| Prompt |
Please repeat the lines below, exactly and only, from the one that holds "cairo_move_to(cr, 366, 332);" through the one that holds "cairo_move_to(cr, 366, 446);".

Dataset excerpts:
========
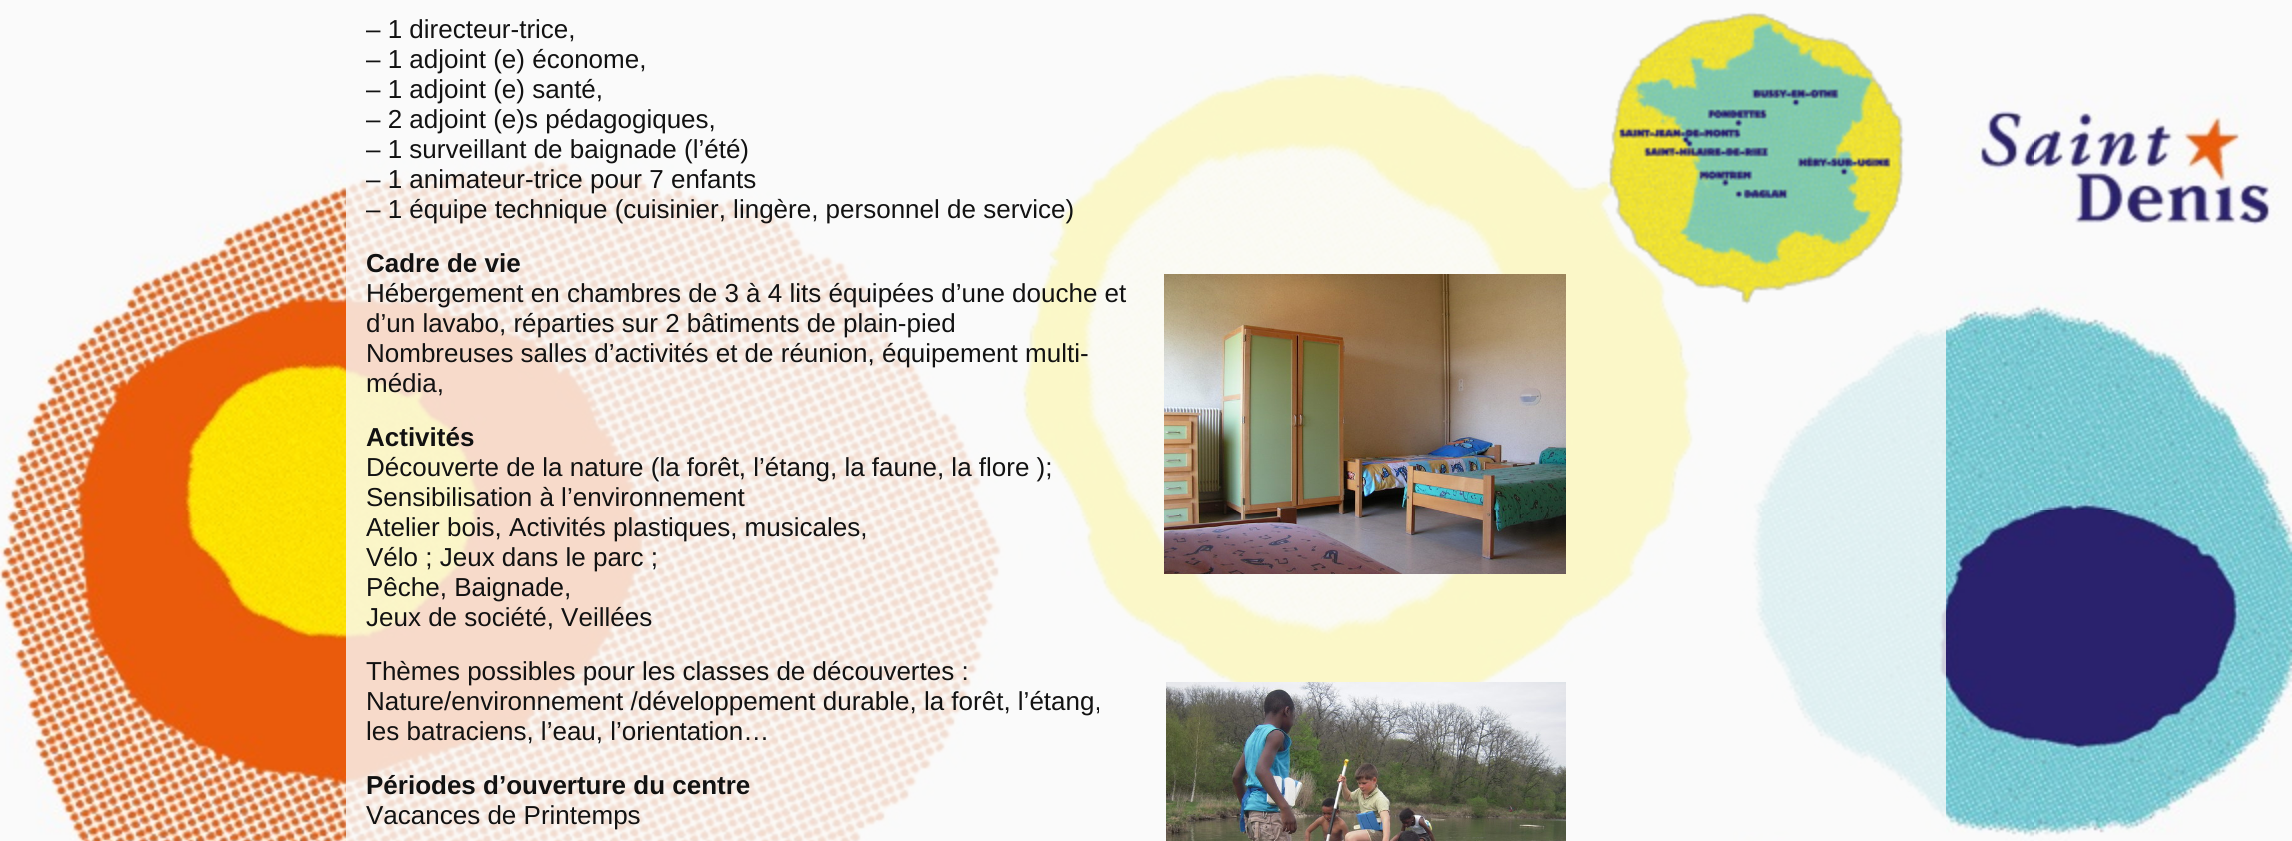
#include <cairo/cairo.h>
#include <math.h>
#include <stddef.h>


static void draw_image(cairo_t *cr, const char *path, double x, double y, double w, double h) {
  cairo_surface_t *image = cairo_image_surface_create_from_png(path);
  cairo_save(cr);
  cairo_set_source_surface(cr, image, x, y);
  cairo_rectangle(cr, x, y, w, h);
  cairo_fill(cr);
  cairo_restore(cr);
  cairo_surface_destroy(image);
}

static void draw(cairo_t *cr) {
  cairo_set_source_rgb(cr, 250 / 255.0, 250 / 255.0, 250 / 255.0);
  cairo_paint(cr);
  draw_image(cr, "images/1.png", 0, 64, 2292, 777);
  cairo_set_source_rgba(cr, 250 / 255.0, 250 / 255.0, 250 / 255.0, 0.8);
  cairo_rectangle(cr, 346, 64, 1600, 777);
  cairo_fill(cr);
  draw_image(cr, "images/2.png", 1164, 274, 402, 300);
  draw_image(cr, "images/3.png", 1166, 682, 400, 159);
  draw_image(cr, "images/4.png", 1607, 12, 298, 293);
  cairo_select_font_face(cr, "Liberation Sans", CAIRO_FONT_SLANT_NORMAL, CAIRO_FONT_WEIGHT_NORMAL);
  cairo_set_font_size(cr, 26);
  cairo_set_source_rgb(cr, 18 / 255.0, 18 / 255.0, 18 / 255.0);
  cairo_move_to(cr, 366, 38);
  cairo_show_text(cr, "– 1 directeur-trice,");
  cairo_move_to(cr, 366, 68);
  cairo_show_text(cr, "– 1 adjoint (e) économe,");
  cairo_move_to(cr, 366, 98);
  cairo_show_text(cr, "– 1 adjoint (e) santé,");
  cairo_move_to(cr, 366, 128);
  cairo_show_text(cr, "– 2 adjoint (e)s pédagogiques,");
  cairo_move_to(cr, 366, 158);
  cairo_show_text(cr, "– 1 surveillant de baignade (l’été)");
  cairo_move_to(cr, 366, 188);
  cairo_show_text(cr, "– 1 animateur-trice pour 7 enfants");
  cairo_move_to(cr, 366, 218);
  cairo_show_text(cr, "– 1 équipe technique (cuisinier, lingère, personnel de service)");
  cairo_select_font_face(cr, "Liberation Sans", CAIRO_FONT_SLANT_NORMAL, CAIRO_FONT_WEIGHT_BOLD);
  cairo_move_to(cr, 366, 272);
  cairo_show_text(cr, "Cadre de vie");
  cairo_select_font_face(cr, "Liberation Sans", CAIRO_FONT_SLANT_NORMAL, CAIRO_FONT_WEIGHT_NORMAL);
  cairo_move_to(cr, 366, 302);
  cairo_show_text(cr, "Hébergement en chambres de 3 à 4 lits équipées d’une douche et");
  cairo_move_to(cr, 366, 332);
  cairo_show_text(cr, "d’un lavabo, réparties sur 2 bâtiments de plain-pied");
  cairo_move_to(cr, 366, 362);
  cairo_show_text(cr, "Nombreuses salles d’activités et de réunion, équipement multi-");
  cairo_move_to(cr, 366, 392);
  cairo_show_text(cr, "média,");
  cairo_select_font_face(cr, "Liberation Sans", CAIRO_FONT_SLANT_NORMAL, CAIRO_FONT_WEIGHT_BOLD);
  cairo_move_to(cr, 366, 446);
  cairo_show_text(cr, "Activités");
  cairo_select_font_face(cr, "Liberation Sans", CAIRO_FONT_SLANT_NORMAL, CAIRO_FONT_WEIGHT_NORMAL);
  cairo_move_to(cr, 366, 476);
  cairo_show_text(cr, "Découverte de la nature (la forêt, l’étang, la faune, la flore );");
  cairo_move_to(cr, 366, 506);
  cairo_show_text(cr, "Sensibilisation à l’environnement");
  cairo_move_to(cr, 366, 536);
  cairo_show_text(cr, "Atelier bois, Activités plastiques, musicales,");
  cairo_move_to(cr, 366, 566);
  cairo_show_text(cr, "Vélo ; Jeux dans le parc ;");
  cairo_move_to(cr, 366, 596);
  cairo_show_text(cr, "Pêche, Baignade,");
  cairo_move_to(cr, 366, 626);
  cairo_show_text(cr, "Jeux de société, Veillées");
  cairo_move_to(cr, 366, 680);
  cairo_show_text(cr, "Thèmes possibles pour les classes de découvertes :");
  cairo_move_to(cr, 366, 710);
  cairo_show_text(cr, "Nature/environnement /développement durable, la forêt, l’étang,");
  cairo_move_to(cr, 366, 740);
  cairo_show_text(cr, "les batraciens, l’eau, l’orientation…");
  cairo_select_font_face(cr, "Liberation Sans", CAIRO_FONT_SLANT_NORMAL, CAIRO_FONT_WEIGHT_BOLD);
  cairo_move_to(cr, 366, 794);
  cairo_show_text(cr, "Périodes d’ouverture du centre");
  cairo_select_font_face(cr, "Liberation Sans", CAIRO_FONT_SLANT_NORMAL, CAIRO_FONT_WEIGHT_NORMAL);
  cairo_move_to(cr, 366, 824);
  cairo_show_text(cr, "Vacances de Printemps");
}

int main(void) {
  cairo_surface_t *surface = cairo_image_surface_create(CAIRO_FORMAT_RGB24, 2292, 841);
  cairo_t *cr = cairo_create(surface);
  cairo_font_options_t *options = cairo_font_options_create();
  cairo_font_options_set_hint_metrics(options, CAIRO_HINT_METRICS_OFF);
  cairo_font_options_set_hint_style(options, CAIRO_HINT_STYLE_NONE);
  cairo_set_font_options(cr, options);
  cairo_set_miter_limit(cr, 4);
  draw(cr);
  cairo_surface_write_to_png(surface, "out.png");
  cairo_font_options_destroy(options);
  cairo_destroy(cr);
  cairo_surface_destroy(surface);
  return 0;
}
========
| Written response |
  cairo_move_to(cr, 366, 332);
  cairo_show_text(cr, "d’un lavabo, réparties sur 2 bâtiments de plain-pied");
  cairo_move_to(cr, 366, 362);
  cairo_show_text(cr, "Nombreuses salles d’activités et de réunion, équipement multi-");
  cairo_move_to(cr, 366, 392);
  cairo_show_text(cr, "média,");
  cairo_select_font_face(cr, "Liberation Sans", CAIRO_FONT_SLANT_NORMAL, CAIRO_FONT_WEIGHT_BOLD);
  cairo_move_to(cr, 366, 446);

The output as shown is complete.